CI RISIAMO Anche quest'edizione di Eicma si è conclusa. Tanta l'affluenza, la passione per le moto e finalmente sono anche ritornati i giovani. Tutto perfetto? Ovviamente no, anche quest'anno la contraffazione cinese ha fatto colpo. A farne le spese questa volta non è una casa motociclistica ma Givi, azienda italiana leader nella produzione di bauletti e accessori per la moto. 
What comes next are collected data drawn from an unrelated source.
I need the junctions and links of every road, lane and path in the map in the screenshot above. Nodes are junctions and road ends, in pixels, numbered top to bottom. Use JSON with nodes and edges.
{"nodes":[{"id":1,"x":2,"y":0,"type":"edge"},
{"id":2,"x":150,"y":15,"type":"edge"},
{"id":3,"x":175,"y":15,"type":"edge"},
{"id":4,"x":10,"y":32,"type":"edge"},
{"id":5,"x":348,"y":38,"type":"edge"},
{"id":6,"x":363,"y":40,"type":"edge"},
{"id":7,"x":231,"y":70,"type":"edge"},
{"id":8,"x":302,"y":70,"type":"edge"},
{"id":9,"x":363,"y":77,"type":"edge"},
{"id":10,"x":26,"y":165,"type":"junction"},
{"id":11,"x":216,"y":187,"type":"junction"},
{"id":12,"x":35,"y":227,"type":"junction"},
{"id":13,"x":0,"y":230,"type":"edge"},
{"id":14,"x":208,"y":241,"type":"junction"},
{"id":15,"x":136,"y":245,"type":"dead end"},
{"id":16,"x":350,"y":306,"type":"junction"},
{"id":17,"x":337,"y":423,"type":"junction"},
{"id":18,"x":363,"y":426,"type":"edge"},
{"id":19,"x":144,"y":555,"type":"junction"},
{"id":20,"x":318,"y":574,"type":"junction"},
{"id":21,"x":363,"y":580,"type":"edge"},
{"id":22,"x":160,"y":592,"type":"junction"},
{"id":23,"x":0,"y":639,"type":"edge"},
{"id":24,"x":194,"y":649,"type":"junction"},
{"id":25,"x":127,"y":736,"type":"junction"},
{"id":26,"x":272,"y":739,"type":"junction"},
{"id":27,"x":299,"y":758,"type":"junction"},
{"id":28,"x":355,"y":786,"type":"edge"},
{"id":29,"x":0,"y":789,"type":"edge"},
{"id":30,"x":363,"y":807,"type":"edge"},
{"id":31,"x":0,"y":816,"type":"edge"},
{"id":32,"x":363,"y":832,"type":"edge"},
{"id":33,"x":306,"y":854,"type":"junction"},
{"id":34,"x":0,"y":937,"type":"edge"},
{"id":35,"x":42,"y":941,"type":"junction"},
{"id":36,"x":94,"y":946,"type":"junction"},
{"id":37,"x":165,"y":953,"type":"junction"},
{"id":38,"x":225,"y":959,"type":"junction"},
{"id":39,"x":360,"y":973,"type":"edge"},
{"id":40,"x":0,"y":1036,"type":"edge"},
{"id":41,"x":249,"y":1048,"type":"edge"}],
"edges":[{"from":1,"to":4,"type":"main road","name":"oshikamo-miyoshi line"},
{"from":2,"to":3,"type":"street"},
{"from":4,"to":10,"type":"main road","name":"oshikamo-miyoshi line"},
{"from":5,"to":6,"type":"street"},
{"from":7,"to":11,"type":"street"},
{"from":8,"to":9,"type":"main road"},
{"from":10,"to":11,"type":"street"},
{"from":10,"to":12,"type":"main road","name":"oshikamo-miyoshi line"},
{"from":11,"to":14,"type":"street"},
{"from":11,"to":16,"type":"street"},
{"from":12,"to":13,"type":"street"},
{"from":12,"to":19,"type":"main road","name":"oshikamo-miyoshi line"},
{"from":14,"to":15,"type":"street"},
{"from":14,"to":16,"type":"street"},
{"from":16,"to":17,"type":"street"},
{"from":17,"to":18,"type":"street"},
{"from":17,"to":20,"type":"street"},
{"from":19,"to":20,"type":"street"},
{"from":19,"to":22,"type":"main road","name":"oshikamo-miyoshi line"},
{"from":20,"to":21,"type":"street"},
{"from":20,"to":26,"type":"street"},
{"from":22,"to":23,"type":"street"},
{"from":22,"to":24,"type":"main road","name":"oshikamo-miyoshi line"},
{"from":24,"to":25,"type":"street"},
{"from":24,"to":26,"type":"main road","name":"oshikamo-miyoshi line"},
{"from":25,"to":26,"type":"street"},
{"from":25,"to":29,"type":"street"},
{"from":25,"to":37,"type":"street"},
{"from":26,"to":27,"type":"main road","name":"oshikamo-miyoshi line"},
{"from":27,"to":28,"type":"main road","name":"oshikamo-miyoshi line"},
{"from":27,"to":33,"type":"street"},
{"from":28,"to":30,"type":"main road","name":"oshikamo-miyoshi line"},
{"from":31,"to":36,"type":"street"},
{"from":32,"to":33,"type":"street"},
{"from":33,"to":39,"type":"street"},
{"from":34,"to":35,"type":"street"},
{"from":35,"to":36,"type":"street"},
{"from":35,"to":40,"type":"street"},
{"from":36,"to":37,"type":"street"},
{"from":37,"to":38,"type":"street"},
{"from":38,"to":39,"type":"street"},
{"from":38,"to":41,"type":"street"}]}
TI COPIO IL BAULE Oggetto della contraffazione da parte dell'azienda cinese Whenzou Youai Plastic Products sono proprio i bauletti, pezzo forte della casa italiana. La truffaldina azienda cinese ha esposto nel suo stand le copie fisiche oltre a numerosi cataloghi. La GIVI S.p.A., per il tramite dei propri legali (gli avvocati Luca Sorrentino e Alessandro Contessini-Avesani), ha presentato atto di denuncia/querela conseguendo l’immediato intervento del Nucleo Mobile della Guardia di Finanza, comandato dal Luogotenente Sparascio e dal Maresciallo Ricciotti, che ha portato al sequestro del materiale contraffatto per violazione del diritto di proprietà industriale.